She stopped working to live ; she started living to work. The sunrise was her best friend for years; they woke up together. She blended vegetable soup in the pot to bring home. Mama cleaned and cooked for three houses, but only owned one. She lifted heavy boxes, swept and mopped floors, did laundry, and took care of kids. There was no such thing as a break. She guaranteed my siblings and I everything we needed. She raised the four of us without help from any of our fathers.
The sun was always at its maximum in Sao Filipe, Fogo, Cape Verde. The weather was warm, and that was home for my mother. Escola Materna was a Catholic middle school that she attended and where she spent most of her time with her sister. Her mother would be at the side of the road selling candies until around five p.m. My mother and her friends would play segunda-terca, a game involving jumping and using a very long elastic, and many others games throughout the day. They shared meals that each one brought from home. The day one of the nuns cut my mother’s hair off was very upsetting; she didn’t like anyone to do her hair. Tears could not stop rolling down her cheeks. Years later, my mom still keeps her hair very short.

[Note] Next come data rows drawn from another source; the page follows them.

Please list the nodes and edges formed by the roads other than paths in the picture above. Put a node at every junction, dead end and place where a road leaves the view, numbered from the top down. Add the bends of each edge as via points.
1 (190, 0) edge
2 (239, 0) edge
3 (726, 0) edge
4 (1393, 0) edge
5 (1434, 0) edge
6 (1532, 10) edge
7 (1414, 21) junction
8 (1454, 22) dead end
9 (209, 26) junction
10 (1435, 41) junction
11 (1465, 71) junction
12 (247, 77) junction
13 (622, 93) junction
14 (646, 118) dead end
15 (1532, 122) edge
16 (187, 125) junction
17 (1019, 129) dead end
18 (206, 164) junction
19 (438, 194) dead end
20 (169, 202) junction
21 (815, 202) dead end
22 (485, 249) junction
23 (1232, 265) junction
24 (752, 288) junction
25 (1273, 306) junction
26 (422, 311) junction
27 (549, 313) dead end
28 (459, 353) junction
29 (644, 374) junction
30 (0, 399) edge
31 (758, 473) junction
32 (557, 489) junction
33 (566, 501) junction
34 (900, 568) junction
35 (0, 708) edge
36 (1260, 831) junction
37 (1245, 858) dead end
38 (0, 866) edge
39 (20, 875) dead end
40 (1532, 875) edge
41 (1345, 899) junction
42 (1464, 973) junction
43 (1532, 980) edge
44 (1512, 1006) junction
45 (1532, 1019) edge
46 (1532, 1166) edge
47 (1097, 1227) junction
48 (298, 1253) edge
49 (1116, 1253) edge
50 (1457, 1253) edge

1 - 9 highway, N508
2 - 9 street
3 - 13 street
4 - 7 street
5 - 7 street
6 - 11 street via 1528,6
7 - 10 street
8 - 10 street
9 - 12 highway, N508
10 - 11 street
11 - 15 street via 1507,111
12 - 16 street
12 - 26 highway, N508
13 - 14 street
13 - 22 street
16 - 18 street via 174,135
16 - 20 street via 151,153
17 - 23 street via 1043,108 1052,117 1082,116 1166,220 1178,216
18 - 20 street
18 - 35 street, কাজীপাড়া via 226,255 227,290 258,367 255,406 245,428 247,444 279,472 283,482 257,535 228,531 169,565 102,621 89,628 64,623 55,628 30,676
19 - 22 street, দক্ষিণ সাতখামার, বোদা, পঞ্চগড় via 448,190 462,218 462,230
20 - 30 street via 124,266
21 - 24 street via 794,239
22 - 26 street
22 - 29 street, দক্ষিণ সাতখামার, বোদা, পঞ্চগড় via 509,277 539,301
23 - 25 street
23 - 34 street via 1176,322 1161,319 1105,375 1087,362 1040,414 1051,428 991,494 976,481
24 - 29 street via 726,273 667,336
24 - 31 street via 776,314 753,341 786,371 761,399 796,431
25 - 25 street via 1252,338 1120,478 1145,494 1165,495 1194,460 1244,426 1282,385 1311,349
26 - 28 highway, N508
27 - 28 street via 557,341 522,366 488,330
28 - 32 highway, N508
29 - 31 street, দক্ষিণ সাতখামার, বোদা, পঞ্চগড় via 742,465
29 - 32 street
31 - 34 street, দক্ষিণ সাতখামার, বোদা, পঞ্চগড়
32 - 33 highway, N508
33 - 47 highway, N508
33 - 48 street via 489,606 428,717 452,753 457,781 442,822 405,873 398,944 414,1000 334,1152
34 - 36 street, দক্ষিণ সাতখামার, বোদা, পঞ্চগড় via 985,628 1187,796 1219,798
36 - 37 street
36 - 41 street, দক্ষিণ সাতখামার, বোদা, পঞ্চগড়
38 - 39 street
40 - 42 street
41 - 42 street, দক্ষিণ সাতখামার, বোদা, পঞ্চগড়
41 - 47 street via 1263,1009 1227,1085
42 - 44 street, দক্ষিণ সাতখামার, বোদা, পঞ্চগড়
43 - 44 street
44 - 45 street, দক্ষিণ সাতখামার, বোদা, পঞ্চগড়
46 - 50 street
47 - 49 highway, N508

After moving back to Cape Verde from Angola when she was 15, my mother had to leave behind her dream of being a writer and a tennis player to start working. She was one of the most sought-after housemaids. She cleaned and cooked for some rich German family to help Grandma build her house.

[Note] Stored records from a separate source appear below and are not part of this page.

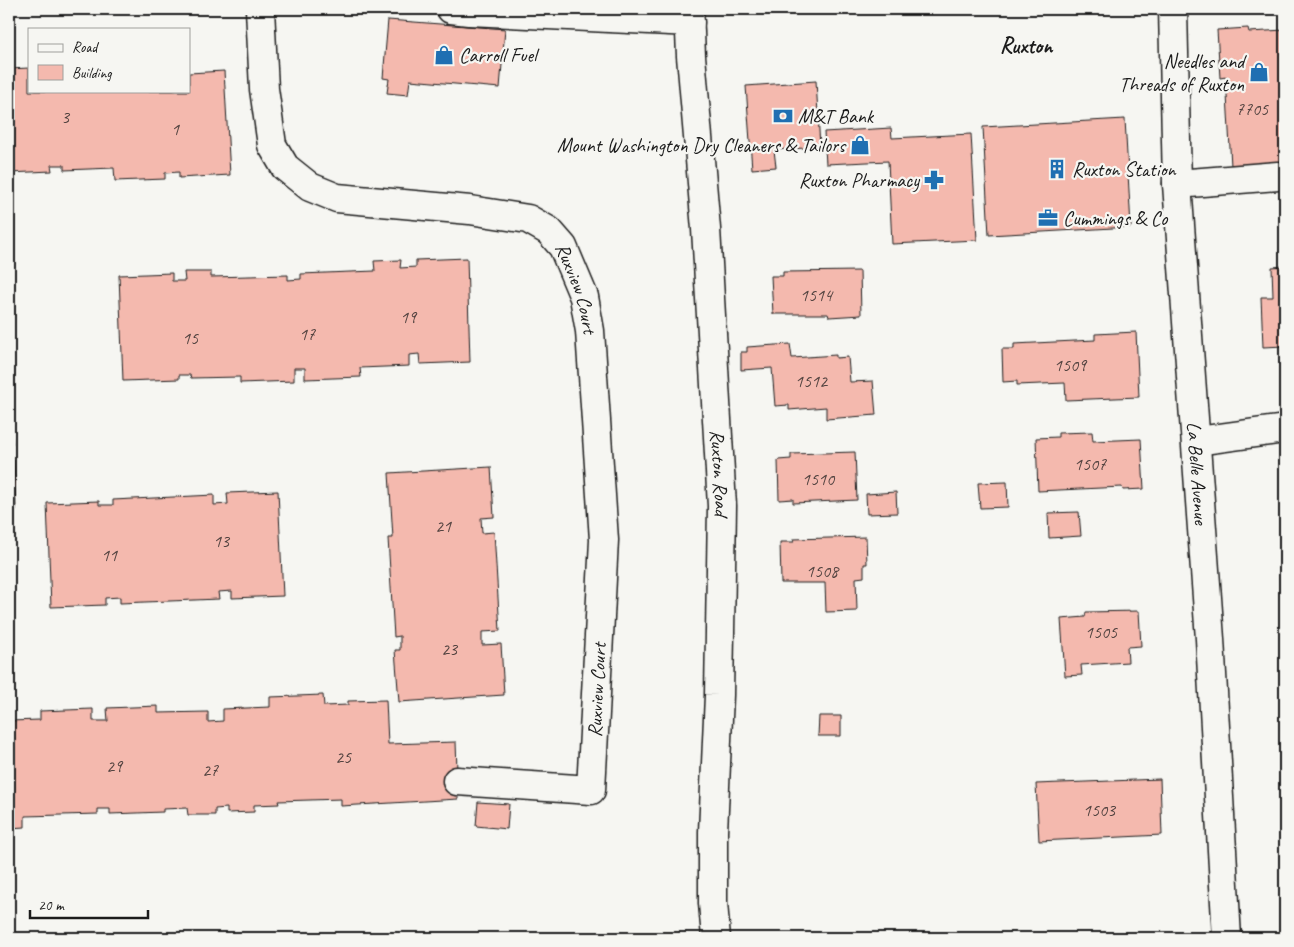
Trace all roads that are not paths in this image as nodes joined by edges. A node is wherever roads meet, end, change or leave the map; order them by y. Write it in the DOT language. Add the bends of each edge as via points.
graph roads {
  1 [pos="260,9"];
  2 [pos="451,9"];
  3 [pos="1173,9"];
  4 [pos="540,12"];
  5 [pos="689,15"];
  6 [pos="1278,176"];
  7 [pos="1177,184"];
  8 [pos="1285,429"];
  9 [pos="1196,441"];
  10 [pos="457,781"];
  11 [pos="716,938"];
  12 [pos="1227,938"];
  1 -- 10 [label="street, Ruxview Court" via="264,89 272,145 285,167 310,187 337,198 470,210 528,219 549,231 563,247 584,297 590,331 604,540 590,790"];
  2 -- 4 [label="street"];
  3 -- 7 [label="street, La Belle Avenue"];
  4 -- 5 [label="street"];
  5 -- 11 [label="street, Ruxton Road" via="706,229 722,506 720,695 713,832"];
  6 -- 7 [label="street"];
  7 -- 9 [label="street, La Belle Avenue"];
  8 -- 9 [label="street"];
  9 -- 12 [label="street, La Belle Avenue"];
}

It was very difficult for my mom when Grandma died. My mom was two months pregnant with me.
“I didn’t know I was pregnant, but your Grandma knew,” my mom told me. As if Grandma felt, days before she passed, she told Mama that she had taken care of my siblings but would not take care of the next one (me). There were moments that her tears were like anchors sinking her into the deepest oceans. She felt abandoned and lost and the sunlight didn’t seem that bright anymore. After I was born, my mother decided to name me Cecilia—after my grandmother—but my father thought the name was ugly. (So do I.)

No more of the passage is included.